*Data supplied*.
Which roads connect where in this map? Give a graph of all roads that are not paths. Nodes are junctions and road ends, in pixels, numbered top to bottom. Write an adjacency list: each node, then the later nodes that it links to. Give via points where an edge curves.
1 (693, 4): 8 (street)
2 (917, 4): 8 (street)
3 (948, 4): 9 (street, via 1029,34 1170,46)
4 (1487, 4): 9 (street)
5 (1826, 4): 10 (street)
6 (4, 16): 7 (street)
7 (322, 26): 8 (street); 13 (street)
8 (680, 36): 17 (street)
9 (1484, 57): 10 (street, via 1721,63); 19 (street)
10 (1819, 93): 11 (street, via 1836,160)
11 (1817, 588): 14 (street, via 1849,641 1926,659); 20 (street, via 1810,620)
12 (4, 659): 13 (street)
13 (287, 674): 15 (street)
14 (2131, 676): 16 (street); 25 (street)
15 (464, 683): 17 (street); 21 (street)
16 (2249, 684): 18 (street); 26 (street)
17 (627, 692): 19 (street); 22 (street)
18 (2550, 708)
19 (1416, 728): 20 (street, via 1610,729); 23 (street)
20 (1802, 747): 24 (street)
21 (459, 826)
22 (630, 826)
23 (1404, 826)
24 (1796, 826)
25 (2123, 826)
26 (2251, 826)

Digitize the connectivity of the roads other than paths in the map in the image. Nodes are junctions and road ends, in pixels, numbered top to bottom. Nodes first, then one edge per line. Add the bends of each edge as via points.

* * *

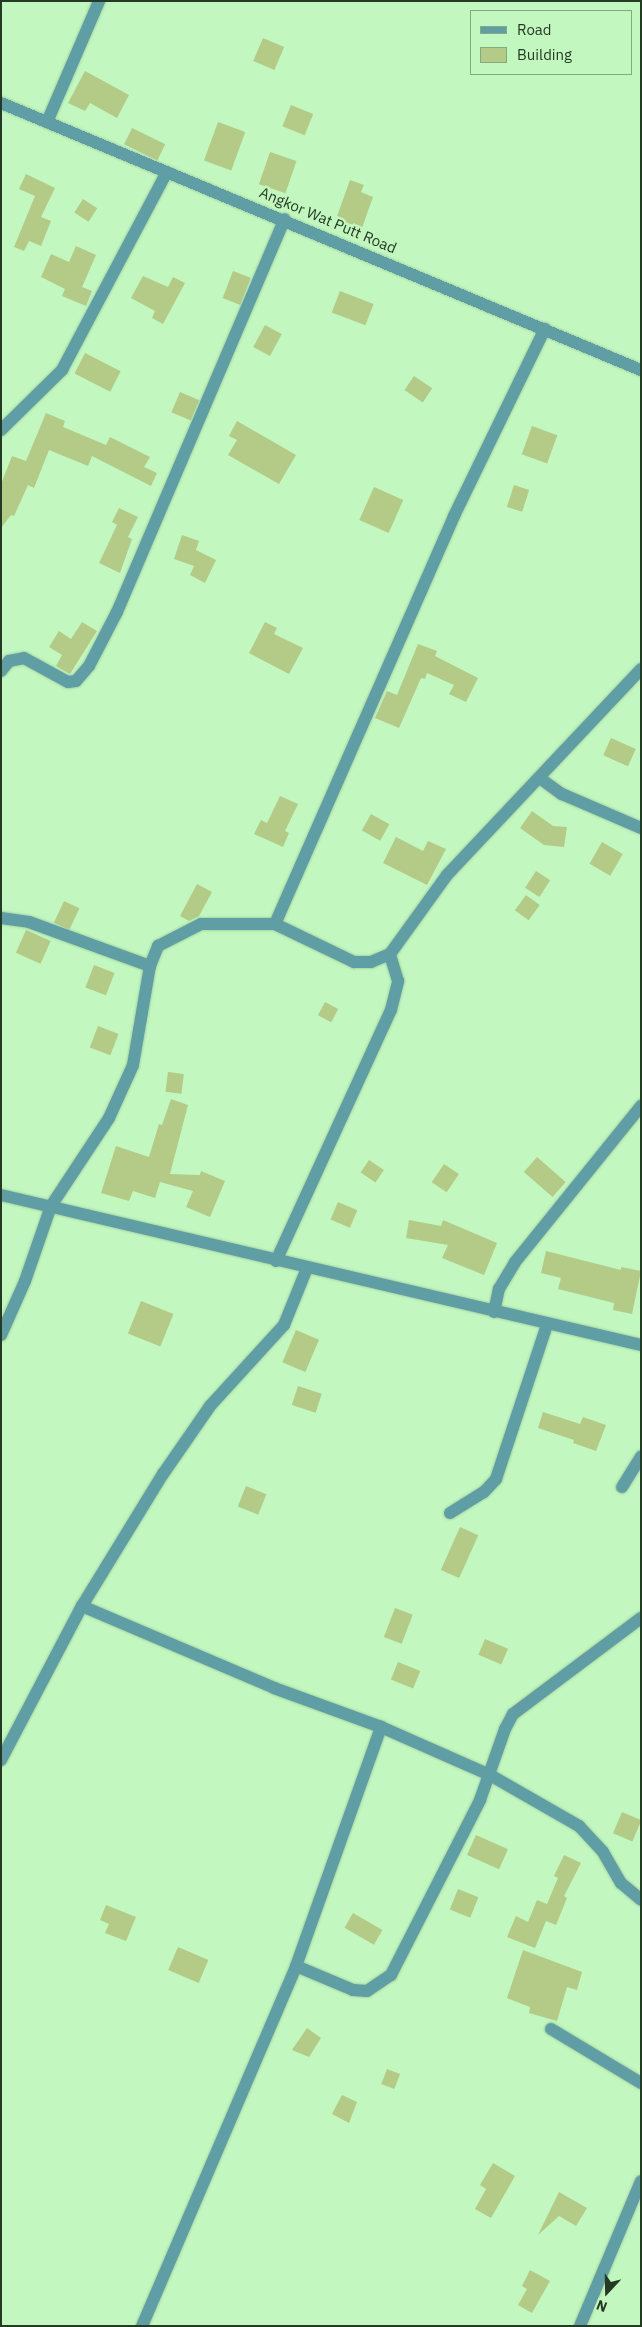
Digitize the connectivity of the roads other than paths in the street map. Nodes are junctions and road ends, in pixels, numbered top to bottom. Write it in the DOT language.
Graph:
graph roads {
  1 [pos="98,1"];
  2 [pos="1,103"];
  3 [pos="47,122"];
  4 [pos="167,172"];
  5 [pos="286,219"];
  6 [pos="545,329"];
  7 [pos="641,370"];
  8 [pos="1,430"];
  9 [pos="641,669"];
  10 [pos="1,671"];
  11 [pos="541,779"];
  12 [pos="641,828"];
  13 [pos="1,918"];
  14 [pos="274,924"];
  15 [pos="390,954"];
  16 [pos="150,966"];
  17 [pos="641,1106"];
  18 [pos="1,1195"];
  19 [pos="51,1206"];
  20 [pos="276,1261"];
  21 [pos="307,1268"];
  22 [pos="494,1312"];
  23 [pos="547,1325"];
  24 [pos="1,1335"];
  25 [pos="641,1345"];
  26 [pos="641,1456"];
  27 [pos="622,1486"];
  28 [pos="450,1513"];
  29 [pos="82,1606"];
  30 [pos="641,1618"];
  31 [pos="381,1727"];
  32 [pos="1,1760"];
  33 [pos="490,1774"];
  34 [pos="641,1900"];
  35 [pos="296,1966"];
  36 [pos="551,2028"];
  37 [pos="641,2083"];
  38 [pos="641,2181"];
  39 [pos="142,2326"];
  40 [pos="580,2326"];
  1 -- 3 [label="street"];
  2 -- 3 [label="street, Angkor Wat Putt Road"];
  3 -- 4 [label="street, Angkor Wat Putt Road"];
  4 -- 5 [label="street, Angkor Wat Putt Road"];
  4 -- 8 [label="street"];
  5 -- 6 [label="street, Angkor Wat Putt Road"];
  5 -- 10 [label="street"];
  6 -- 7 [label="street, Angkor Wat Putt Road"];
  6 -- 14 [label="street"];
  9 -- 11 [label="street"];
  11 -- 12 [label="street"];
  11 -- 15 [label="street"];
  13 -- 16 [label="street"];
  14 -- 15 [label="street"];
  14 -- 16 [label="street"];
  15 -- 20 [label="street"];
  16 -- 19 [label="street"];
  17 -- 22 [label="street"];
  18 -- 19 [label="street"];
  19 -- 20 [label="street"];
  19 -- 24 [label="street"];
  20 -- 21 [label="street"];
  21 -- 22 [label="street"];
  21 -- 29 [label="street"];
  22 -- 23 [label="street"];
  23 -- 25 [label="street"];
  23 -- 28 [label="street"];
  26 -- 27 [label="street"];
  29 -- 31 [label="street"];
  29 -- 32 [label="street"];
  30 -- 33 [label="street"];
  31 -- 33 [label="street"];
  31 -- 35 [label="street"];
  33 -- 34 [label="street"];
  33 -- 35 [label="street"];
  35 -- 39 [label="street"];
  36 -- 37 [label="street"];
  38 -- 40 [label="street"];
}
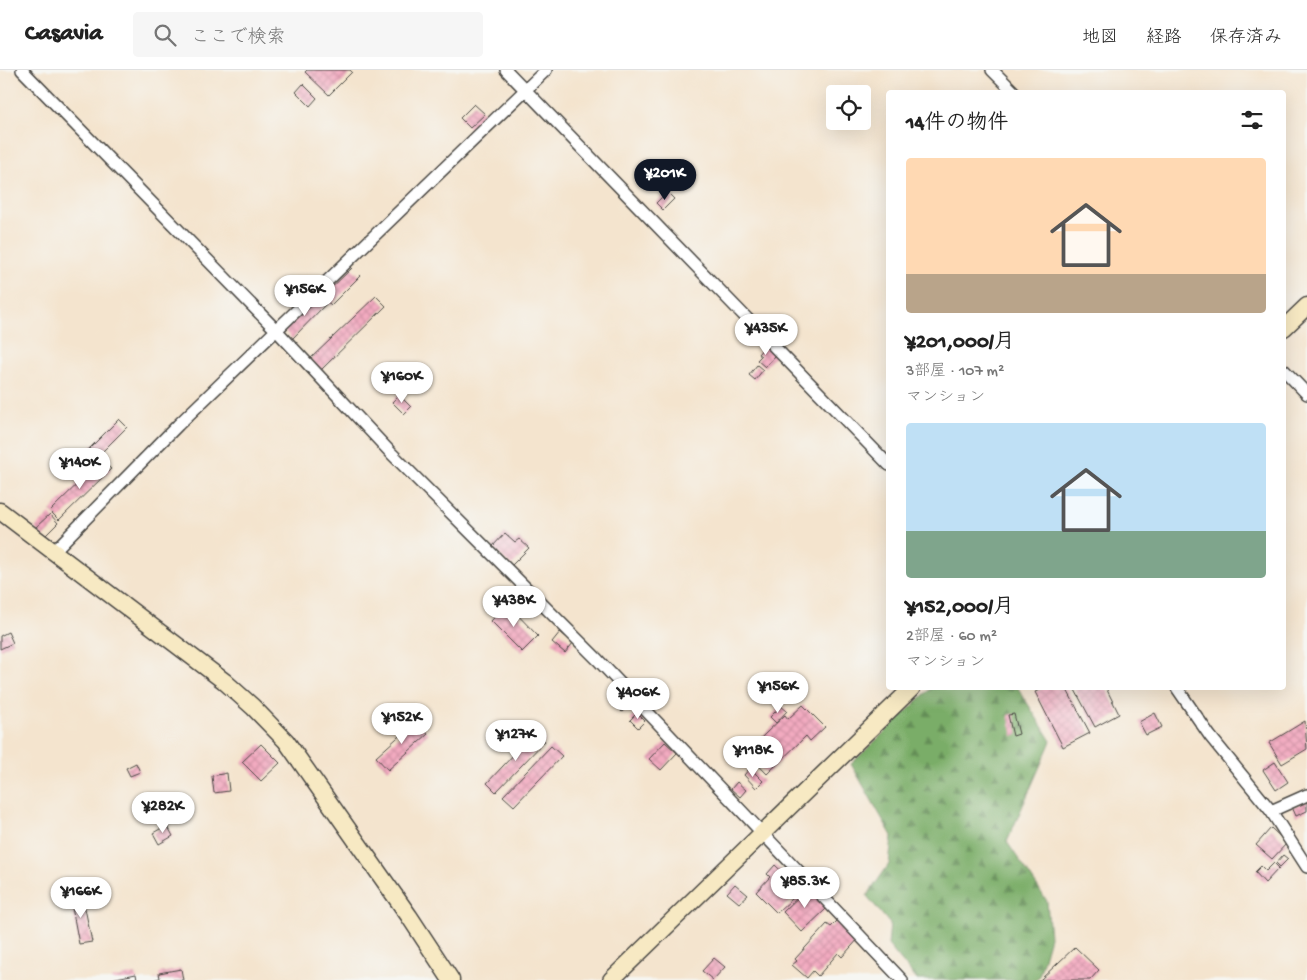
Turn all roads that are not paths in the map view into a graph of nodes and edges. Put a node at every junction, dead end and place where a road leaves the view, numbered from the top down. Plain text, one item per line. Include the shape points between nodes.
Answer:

*Problem description*. The answer should be a bare number: the count of lines above in which the word "than" occurs.

*Written solution*. 2